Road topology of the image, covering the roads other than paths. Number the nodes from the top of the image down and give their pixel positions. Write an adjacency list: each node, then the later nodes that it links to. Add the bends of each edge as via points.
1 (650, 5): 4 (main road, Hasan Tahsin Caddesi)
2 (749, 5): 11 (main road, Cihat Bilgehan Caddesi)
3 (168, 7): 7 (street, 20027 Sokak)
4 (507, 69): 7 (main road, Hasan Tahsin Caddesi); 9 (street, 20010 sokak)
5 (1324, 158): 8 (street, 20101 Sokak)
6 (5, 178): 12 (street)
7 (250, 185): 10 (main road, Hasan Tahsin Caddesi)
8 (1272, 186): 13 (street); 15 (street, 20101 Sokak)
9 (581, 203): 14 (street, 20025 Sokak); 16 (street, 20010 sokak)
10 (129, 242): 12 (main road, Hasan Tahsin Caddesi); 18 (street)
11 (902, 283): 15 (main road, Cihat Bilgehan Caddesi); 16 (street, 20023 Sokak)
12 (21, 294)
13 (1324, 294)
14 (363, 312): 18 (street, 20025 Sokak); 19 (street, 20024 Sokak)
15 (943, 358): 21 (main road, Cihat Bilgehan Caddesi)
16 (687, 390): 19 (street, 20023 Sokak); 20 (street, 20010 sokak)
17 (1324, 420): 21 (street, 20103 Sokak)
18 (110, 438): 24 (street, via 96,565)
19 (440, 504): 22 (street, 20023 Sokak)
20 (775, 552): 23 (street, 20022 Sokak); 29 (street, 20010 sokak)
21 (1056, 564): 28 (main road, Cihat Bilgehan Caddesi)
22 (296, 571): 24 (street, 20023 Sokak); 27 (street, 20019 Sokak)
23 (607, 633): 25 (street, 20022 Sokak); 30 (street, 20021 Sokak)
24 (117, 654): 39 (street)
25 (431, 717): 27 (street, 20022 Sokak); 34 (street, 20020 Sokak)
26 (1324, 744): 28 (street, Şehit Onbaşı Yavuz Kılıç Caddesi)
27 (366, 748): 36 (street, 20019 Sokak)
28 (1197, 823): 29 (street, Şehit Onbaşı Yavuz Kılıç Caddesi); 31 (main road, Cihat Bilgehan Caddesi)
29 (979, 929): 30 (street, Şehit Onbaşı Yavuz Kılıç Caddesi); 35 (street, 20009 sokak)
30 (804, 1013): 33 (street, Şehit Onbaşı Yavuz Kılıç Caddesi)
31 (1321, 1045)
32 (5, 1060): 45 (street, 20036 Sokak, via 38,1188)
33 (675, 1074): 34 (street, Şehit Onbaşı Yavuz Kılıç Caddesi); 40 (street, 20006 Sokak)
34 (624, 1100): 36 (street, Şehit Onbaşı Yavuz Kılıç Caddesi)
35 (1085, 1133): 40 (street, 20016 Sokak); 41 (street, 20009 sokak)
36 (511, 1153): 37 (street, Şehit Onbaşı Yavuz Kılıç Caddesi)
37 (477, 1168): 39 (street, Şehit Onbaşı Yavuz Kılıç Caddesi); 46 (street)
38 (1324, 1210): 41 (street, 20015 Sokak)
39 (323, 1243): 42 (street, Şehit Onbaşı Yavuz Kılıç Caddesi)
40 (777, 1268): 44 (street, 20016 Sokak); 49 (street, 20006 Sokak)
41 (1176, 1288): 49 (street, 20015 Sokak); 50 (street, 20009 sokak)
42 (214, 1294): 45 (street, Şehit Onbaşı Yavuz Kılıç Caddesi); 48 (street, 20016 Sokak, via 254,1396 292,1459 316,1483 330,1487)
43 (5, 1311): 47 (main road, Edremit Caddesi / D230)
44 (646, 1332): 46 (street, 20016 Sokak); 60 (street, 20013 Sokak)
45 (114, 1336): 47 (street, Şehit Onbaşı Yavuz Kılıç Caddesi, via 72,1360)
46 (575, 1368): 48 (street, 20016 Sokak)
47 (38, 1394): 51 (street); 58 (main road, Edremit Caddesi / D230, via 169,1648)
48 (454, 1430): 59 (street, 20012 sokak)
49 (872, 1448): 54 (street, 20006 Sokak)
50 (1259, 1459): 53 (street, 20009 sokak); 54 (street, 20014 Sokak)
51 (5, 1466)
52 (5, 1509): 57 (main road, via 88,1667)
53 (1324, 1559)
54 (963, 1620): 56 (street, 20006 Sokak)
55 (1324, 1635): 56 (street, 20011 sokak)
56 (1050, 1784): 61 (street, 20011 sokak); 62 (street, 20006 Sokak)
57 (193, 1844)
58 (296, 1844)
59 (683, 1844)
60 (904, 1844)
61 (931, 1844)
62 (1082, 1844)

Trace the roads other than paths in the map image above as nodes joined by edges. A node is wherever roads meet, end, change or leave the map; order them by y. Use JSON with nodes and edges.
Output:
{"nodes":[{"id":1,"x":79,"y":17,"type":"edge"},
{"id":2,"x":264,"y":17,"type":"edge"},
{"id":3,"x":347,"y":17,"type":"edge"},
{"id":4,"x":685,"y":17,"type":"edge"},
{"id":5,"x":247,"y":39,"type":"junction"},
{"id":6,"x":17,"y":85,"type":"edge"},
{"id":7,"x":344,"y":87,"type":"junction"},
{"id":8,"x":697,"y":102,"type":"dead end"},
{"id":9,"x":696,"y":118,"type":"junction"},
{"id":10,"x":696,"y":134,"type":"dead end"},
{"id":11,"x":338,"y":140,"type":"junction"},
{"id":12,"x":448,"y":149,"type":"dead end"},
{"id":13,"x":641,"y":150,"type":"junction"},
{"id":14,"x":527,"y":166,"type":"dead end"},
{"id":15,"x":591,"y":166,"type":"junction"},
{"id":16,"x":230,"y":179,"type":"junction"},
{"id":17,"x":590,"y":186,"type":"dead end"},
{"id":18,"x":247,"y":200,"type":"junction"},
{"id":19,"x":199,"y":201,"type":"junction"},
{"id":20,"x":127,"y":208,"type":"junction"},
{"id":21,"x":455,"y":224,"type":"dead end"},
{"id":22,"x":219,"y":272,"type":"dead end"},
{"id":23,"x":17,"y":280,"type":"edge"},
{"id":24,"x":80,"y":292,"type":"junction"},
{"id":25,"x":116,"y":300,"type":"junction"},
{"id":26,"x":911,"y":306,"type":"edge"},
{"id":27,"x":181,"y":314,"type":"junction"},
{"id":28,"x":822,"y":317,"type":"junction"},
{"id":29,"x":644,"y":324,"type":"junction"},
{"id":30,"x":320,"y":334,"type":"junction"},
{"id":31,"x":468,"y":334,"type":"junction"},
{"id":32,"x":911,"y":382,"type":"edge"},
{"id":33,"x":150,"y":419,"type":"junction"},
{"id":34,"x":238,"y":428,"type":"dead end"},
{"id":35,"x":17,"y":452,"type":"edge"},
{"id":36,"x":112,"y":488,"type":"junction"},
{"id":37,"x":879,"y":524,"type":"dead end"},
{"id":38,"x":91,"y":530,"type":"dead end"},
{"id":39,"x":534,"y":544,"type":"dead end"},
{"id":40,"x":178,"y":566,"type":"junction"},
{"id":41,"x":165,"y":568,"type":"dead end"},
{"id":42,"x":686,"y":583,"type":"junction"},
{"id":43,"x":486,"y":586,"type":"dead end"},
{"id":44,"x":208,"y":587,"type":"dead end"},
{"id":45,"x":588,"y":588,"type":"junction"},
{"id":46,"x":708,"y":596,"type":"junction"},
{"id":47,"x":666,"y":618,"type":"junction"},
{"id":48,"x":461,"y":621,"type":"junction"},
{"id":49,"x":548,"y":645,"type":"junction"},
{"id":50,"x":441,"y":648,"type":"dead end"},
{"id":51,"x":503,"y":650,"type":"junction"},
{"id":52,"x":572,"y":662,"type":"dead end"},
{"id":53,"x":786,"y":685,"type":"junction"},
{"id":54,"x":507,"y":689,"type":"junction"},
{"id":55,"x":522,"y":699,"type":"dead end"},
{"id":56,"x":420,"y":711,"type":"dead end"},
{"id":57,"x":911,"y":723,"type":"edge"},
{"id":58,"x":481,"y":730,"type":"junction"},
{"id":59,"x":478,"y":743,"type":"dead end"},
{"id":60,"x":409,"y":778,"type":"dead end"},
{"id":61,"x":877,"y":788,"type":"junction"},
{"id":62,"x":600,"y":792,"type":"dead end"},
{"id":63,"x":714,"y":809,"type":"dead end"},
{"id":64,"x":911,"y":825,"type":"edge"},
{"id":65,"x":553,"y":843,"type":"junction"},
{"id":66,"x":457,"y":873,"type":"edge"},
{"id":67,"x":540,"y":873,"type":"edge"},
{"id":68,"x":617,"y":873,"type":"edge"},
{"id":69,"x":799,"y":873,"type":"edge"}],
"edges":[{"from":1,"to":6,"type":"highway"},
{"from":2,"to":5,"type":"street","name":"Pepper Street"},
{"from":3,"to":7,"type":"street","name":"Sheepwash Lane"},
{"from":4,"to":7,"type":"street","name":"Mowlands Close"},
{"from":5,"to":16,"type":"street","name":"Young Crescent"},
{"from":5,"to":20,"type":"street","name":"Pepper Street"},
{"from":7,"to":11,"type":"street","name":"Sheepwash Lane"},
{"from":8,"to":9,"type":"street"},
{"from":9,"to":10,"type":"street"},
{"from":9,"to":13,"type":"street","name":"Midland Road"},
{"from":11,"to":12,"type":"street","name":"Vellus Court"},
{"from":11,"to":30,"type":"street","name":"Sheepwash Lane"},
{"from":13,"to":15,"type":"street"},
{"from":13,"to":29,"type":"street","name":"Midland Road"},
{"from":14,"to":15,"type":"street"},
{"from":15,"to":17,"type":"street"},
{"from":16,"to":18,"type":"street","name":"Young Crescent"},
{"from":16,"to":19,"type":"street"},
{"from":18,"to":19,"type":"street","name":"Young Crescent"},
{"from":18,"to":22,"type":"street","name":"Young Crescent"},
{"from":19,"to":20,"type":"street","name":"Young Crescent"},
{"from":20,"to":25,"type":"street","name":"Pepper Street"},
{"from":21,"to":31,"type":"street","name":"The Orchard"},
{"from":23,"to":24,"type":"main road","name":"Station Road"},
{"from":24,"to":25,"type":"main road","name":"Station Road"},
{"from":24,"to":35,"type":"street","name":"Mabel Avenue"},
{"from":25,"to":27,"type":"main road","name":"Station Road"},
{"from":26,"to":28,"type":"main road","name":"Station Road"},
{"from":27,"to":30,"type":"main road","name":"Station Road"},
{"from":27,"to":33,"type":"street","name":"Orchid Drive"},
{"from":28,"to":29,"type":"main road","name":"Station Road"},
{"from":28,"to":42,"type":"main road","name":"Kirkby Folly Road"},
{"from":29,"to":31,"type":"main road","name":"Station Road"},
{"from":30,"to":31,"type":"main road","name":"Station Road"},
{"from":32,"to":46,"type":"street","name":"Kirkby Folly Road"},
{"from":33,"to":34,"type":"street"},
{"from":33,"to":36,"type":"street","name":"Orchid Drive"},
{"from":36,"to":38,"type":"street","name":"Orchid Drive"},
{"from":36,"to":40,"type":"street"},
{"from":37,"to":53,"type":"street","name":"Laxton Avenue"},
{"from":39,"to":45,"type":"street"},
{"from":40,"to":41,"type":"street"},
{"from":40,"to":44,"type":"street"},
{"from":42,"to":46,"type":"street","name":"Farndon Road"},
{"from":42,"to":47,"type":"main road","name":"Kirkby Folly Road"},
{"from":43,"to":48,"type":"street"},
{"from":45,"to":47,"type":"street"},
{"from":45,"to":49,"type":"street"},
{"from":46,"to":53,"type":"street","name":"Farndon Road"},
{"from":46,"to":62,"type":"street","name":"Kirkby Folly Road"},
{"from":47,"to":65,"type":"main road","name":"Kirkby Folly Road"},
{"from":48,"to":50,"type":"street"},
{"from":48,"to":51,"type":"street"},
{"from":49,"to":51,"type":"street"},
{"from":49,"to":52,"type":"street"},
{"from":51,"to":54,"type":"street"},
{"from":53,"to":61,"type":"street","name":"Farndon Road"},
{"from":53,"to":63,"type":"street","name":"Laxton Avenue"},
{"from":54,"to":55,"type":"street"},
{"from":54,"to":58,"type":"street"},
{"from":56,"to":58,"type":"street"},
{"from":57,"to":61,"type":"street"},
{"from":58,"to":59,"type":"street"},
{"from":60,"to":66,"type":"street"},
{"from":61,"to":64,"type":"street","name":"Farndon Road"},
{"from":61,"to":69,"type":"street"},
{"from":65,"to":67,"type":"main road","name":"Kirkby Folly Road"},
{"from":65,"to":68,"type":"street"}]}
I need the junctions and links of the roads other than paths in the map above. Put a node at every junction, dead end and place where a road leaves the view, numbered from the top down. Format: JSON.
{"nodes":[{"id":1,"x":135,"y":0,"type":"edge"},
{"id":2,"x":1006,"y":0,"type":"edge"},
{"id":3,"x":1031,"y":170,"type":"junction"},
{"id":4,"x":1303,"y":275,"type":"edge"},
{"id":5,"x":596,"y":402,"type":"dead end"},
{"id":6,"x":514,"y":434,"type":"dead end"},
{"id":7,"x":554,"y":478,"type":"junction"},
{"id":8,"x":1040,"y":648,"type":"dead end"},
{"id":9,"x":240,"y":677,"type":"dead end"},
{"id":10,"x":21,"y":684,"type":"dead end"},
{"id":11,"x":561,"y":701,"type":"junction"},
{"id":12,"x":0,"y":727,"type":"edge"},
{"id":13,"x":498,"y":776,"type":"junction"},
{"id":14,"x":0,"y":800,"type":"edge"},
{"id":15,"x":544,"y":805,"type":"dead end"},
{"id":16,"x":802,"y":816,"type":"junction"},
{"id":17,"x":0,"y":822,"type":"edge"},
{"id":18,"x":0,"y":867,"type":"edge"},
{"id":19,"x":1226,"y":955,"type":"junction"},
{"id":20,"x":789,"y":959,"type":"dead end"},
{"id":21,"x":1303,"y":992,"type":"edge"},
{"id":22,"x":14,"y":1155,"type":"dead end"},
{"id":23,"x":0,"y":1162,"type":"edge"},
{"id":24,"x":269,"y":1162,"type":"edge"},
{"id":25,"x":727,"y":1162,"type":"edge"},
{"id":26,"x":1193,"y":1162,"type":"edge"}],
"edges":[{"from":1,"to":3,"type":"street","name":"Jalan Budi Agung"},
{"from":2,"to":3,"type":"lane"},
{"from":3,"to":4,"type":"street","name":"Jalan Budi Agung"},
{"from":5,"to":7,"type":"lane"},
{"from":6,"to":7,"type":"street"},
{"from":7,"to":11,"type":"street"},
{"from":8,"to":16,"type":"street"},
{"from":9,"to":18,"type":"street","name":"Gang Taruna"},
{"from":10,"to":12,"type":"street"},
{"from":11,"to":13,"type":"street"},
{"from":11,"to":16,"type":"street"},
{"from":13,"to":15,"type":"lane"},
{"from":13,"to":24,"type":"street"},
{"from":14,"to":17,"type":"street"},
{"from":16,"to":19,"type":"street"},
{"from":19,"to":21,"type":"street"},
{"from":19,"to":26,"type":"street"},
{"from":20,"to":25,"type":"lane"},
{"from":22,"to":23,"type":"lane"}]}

══════════

Could you count the lines in the material above that include the word "than"? Give the count alone.

> [Result below] 3